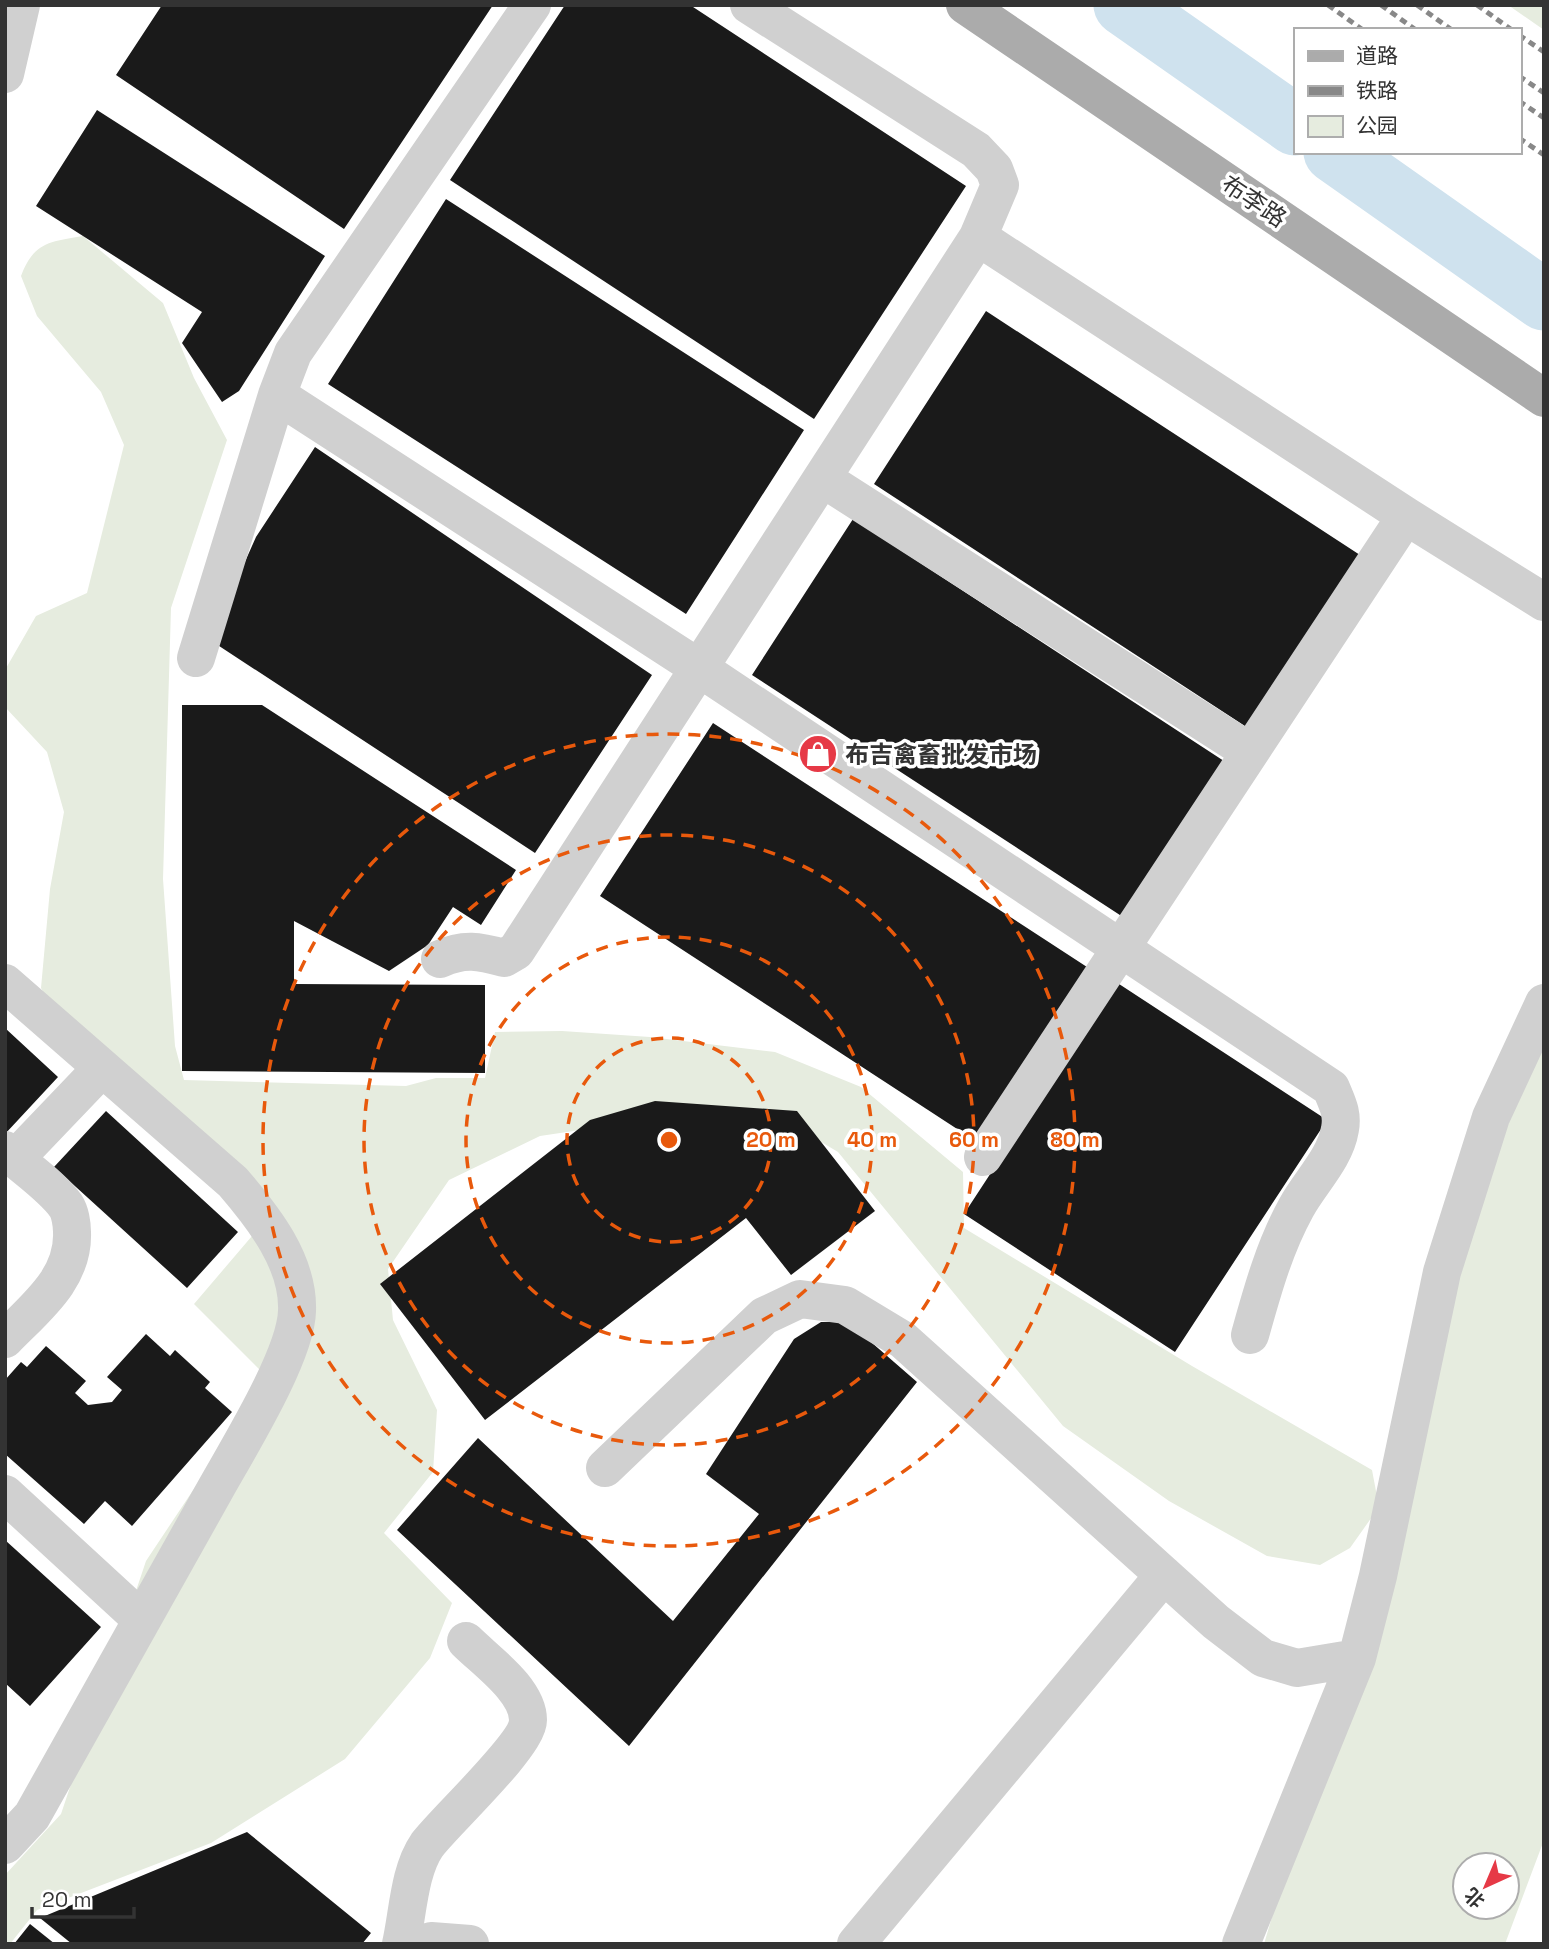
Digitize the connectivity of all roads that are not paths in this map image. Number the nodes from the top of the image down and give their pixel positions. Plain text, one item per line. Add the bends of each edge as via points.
1 (21, 5) edge
2 (532, 5) edge
3 (749, 5) edge
4 (965, 5) edge
5 (5, 74) edge
6 (978, 237) junction
7 (277, 395) junction
8 (1544, 398) edge
9 (822, 478) junction
10 (1406, 516) junction
11 (1544, 602) edge
12 (196, 658) dead end
13 (699, 668) junction
14 (1250, 752) junction
15 (1121, 949) junction
16 (440, 960) dead end
17 (5, 984) edge
18 (1544, 1003) edge
19 (103, 1068) junction
20 (10, 1154) edge
21 (983, 1157) dead end
22 (12, 1318) edge
23 (1250, 1335) dead end
24 (605, 1468) dead end
25 (5, 1494) edge
26 (1164, 1575) junction
27 (142, 1620) junction
28 (466, 1641) dead end
29 (1357, 1658) junction
30 (5, 1845) edge
31 (401, 1944) edge
32 (424, 1944) edge
33 (470, 1944) edge
34 (856, 1944) edge
35 (1241, 1944) edge

1 - 5 street
2 - 7 street via 293,353
3 - 6 street via 975,150 994,169 1000,185
4 - 8 main road, 布李路
6 - 9 street
6 - 10 street
7 - 12 street
7 - 13 street
9 - 13 street
9 - 14 street
10 - 11 street
10 - 14 street
13 - 15 street
13 - 16 street via 516,951 504,958 476,950 458,951
14 - 15 street
15 - 21 street
15 - 23 street via 1331,1088 1342,1114 1330,1157 1296,1208 1277,1248
17 - 19 street
18 - 29 street via 1490,1117 1442,1272
19 - 20 street
19 - 27 street via 233,1182 260,1214 282,1251 298,1311 295,1332 261,1407
20 - 22 street via 66,1206 72,1228 67,1269
24 - 26 street via 764,1315 800,1299 845,1305 904,1340
25 - 27 street
26 - 29 street via 1263,1658 1297,1668
26 - 34 street
27 - 30 street via 32,1816
28 - 31 street via 512,1687 525,1707 528,1723 516,1745 426,1847 415,1874
29 - 35 street
32 - 33 street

########

Task item
Determine how many lines of the records contain the word "junction". Reply with the number by itself.

Problem solution
11